Automation that makes my knees go weak! Link

Tuesday, June 24, 2008

The Prosumer

Expanding on the previous posts that discussed Individualized Status Stories garnered from Custom Mass Manufacturing, this article introduces a new term, the Prosumer:
Coined by futurist author Alvin Toffler in his 1991 book Third Wave, the term prosumer refers to a 22- to 42-year-old consumer activist. Specifically, a prosumer is a consumer who becomes involved in the design and manufacture of products and services so they can be made to individual specification. This term reveals that consumers are no longer a passive market upon which industry can dump consumer goods, but a viable part of the creative process.
Prosumers revel in options, and want to feel they are doing the smart thing. What's smart depends on the context and the individual, but typically means being well informed, knowing what's available and checking out the opinions of others. When it comes to consumption, prosumers regard low prices as smart, unless they're trumped by better value for a higher price, where value includes elements such as customer service, design and brand.
Link

Relevant ranking: CAM software market leaders named by CIMdata

Manufacturing Business Technology - Oak Brook,IL,USA
CNC Software was the leader on the basis of industrial seats shipped, and Planit Holdings was the leader on the basis of industrial seats installed. Link

Falling US Dollar Offers Modest Rise in Business - MFG.com

Ten Links (press release) - Novato,CA,USA
... of more than 300 manufacturing processes including CNC machining, metal stamping, forging, plastic molding, metal fabrication, and metal casting. Link

Thursday, June 19, 2008

C-Shirt: T-Shirts, But Way Cooler With CC

Many thanks to Steve M for pointing this very cool posting on the CC blog about a Japanese t-shirt company taking mass customization to the next level!

From the post:


First, the conventional idea: users submit t-shirt designs which can be viewed online and ordered for printing. However, the twist is that since all the designs are placed under CC, Nota provides an interface with which to edit and reproduce these designs accordingly.

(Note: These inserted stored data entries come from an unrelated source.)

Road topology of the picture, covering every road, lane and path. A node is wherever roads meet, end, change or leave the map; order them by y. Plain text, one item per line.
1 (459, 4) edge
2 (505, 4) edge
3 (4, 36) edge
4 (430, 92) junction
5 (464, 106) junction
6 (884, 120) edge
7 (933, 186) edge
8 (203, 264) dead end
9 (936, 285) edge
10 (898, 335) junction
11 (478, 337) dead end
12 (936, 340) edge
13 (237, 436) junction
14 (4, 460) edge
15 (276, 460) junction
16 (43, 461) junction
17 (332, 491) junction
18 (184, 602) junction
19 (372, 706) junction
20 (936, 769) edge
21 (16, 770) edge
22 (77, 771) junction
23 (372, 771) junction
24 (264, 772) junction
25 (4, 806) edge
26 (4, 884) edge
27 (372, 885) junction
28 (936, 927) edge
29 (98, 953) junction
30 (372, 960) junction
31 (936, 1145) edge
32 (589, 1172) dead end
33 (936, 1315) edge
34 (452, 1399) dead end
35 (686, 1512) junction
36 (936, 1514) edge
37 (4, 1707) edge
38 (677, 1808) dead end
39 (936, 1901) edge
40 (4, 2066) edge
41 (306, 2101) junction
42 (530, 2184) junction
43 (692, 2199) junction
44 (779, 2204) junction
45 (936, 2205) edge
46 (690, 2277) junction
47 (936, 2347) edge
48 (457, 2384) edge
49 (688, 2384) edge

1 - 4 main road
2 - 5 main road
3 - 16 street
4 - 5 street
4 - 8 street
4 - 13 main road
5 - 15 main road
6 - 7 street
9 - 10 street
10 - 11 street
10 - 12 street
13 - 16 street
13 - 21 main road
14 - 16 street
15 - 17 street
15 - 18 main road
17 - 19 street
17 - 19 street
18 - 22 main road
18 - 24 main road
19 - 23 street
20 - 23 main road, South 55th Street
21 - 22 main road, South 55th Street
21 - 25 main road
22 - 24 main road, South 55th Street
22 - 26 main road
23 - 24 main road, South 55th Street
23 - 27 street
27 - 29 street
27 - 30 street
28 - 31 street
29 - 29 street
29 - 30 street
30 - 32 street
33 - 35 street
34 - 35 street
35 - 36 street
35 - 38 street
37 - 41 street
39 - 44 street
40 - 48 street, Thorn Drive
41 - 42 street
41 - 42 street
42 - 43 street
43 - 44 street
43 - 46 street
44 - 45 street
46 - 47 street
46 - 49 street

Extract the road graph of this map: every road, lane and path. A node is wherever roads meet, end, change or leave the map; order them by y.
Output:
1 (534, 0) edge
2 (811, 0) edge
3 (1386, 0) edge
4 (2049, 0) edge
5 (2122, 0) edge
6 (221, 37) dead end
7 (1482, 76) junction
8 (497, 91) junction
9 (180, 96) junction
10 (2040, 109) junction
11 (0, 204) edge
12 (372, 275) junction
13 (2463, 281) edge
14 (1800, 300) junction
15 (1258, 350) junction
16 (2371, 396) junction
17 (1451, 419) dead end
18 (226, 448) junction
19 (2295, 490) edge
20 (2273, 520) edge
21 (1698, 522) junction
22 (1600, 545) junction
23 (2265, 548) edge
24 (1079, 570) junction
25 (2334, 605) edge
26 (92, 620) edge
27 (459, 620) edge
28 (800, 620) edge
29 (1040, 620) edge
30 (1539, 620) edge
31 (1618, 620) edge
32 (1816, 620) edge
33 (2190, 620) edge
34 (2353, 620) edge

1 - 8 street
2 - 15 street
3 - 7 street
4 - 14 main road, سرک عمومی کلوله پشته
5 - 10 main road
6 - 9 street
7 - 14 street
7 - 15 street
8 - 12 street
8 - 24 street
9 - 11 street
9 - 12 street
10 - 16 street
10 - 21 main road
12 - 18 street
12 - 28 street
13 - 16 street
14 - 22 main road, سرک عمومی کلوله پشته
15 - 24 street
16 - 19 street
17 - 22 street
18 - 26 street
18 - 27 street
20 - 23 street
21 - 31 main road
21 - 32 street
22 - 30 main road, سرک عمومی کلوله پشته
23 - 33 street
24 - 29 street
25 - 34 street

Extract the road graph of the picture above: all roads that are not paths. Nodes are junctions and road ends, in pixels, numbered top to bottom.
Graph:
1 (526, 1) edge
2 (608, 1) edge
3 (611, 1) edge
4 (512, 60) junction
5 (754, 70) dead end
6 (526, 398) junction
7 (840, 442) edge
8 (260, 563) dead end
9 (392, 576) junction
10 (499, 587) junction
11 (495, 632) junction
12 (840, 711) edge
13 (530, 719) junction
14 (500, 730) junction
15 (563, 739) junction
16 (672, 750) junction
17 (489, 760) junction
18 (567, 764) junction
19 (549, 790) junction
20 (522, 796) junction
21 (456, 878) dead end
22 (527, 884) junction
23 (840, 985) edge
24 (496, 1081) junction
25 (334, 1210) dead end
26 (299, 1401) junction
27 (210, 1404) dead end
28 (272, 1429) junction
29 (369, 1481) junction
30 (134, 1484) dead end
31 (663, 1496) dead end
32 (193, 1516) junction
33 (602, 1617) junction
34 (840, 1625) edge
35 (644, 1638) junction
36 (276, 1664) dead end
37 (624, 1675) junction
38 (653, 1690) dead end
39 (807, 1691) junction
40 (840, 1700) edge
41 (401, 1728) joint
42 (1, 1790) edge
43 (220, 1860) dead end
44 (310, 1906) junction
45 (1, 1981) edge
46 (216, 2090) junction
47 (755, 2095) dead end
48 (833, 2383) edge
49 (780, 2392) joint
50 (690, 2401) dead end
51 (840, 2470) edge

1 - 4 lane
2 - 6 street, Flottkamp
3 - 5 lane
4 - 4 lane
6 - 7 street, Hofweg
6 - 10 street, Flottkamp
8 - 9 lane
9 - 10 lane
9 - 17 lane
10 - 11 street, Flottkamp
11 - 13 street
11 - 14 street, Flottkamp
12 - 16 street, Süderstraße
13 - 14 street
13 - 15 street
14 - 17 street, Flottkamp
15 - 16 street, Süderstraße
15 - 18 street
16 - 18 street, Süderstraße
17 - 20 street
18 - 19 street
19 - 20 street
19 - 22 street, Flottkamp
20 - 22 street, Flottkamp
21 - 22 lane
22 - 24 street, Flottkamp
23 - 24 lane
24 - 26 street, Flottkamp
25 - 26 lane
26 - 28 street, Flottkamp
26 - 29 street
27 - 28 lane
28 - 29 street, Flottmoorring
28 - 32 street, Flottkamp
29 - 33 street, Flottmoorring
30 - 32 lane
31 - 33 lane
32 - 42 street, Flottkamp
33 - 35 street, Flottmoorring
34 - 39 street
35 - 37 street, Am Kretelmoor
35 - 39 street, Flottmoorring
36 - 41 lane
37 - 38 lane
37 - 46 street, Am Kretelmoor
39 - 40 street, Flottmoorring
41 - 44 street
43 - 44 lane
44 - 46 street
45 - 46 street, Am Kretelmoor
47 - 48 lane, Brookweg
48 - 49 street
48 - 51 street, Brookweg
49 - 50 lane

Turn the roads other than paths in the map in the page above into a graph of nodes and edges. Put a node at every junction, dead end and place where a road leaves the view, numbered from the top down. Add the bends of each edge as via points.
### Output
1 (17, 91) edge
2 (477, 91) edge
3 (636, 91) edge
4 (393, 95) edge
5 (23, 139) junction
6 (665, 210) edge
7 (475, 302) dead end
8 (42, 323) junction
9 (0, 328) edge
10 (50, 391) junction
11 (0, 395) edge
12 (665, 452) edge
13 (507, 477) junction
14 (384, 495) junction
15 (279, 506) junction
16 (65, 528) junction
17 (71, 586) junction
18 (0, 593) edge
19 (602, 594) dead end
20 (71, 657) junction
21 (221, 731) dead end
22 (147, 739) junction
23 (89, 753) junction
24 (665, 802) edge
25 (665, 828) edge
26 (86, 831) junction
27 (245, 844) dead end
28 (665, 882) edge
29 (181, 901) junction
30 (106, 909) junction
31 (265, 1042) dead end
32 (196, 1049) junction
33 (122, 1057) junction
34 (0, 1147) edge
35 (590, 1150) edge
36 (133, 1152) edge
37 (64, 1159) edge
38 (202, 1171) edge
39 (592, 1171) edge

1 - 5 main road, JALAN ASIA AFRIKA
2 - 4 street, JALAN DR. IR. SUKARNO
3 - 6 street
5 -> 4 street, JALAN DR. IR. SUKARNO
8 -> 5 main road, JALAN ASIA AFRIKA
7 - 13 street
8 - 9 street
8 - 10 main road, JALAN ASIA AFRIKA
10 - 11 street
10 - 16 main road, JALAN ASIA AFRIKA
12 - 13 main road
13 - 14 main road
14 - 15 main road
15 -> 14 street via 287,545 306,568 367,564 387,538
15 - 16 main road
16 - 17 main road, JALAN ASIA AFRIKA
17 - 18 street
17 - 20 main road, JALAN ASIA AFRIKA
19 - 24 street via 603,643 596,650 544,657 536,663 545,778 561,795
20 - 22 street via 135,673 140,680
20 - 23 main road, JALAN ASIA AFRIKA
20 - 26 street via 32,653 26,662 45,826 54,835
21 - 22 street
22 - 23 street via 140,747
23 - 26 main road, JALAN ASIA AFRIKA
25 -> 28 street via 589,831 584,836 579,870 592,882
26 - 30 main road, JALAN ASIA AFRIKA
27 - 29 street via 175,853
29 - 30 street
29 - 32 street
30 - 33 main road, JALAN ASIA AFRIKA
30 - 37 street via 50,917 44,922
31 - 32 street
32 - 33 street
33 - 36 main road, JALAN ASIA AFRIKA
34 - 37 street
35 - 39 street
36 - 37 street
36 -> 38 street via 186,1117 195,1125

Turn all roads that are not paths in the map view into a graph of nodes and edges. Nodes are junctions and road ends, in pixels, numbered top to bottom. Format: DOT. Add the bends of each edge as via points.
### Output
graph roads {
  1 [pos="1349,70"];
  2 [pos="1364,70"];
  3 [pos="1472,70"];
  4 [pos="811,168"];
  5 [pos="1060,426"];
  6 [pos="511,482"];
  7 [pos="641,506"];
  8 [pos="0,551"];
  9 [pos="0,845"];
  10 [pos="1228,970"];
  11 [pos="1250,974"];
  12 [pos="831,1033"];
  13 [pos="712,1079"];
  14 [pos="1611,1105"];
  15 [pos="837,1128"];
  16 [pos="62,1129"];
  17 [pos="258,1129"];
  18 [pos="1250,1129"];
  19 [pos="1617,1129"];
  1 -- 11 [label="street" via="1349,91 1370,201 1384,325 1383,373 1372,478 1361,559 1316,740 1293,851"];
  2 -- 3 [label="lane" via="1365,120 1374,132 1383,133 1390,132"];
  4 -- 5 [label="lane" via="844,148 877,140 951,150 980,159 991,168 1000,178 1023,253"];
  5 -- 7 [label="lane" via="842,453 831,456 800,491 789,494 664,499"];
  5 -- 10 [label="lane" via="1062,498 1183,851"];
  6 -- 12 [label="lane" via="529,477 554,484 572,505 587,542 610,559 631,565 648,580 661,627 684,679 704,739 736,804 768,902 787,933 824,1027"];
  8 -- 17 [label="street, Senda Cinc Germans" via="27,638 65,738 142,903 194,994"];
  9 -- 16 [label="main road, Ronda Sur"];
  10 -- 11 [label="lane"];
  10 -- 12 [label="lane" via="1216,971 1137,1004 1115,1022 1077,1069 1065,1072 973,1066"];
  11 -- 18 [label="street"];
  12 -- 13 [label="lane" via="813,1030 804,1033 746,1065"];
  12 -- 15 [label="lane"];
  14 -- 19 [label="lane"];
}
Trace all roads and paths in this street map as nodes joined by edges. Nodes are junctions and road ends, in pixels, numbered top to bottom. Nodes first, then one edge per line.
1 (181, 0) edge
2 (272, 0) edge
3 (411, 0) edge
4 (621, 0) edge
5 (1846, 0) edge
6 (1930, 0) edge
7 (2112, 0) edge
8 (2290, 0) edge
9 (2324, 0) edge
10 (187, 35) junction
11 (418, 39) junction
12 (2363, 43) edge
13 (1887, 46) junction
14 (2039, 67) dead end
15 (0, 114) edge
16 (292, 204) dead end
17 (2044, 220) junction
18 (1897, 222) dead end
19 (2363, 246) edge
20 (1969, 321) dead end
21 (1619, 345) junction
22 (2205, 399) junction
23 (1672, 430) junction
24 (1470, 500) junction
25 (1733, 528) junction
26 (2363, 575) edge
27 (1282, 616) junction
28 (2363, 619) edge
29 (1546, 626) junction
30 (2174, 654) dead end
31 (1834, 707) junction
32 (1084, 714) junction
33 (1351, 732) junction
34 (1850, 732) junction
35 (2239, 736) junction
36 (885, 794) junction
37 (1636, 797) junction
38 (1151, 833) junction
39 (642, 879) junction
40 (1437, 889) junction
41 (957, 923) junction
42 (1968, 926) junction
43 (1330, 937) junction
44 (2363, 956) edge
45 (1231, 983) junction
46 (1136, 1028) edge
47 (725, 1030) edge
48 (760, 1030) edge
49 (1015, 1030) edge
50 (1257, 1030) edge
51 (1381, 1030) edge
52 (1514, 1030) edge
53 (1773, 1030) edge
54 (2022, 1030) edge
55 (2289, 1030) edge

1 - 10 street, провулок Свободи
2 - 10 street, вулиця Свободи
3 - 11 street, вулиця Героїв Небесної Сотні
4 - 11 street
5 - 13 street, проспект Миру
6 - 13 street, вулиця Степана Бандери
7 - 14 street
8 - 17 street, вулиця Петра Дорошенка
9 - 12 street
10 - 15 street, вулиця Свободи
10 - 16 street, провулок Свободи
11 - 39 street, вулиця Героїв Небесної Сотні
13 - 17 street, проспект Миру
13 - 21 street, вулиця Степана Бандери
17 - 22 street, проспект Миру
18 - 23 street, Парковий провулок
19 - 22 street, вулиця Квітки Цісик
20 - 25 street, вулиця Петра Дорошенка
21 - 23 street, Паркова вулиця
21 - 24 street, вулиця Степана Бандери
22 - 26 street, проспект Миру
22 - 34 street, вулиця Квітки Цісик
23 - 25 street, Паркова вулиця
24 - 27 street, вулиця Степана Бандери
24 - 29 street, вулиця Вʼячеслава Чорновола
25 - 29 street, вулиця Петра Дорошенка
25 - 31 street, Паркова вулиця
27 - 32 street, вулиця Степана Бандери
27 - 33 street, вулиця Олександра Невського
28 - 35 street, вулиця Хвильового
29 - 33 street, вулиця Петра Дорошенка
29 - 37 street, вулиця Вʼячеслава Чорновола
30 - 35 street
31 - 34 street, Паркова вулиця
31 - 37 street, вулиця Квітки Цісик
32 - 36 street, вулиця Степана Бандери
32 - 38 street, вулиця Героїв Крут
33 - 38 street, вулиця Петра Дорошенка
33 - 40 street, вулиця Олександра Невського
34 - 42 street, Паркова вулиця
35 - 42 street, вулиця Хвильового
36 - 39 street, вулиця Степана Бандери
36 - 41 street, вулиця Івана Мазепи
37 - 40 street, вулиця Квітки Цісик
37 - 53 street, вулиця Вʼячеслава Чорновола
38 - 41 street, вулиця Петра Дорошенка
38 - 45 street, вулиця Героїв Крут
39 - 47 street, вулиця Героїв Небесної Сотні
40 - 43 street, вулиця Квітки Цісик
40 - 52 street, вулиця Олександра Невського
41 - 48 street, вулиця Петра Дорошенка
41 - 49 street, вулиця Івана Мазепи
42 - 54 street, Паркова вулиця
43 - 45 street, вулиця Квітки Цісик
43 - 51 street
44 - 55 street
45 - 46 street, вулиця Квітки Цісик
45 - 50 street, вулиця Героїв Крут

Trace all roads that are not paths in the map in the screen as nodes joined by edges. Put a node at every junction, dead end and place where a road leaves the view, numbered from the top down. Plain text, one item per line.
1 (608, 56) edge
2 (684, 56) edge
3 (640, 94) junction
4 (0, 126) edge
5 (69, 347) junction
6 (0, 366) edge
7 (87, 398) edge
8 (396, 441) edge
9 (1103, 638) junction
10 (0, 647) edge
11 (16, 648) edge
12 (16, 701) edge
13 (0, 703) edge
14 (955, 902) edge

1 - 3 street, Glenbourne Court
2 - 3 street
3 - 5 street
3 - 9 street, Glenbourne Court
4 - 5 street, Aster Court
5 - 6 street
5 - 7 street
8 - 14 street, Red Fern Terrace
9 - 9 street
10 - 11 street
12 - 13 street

Even better, the service is outfitted to work with some enabled mobile devices, so if you see a shirt you like on the street, you can scan the Quick Response (QR) code included on each design with your phone, which will capture a unique address where you can load and edit the t-shirt before getting it yourself.

Link

Wednesday, May 14, 2008

The Meaning Of N = 1 And R = G

An interesting post on Mass Customization from Information Week

The power of digitization and imagination is enabling this evolution of new business models. It is not about a myopic cost-based argument for outsourcing to the Far East. It's about building clarity on what N = 1 and R = G mean for my business. Managers need to build internal capabilities in their business processes through social and IT architectures to progress in this New Age of Innovation.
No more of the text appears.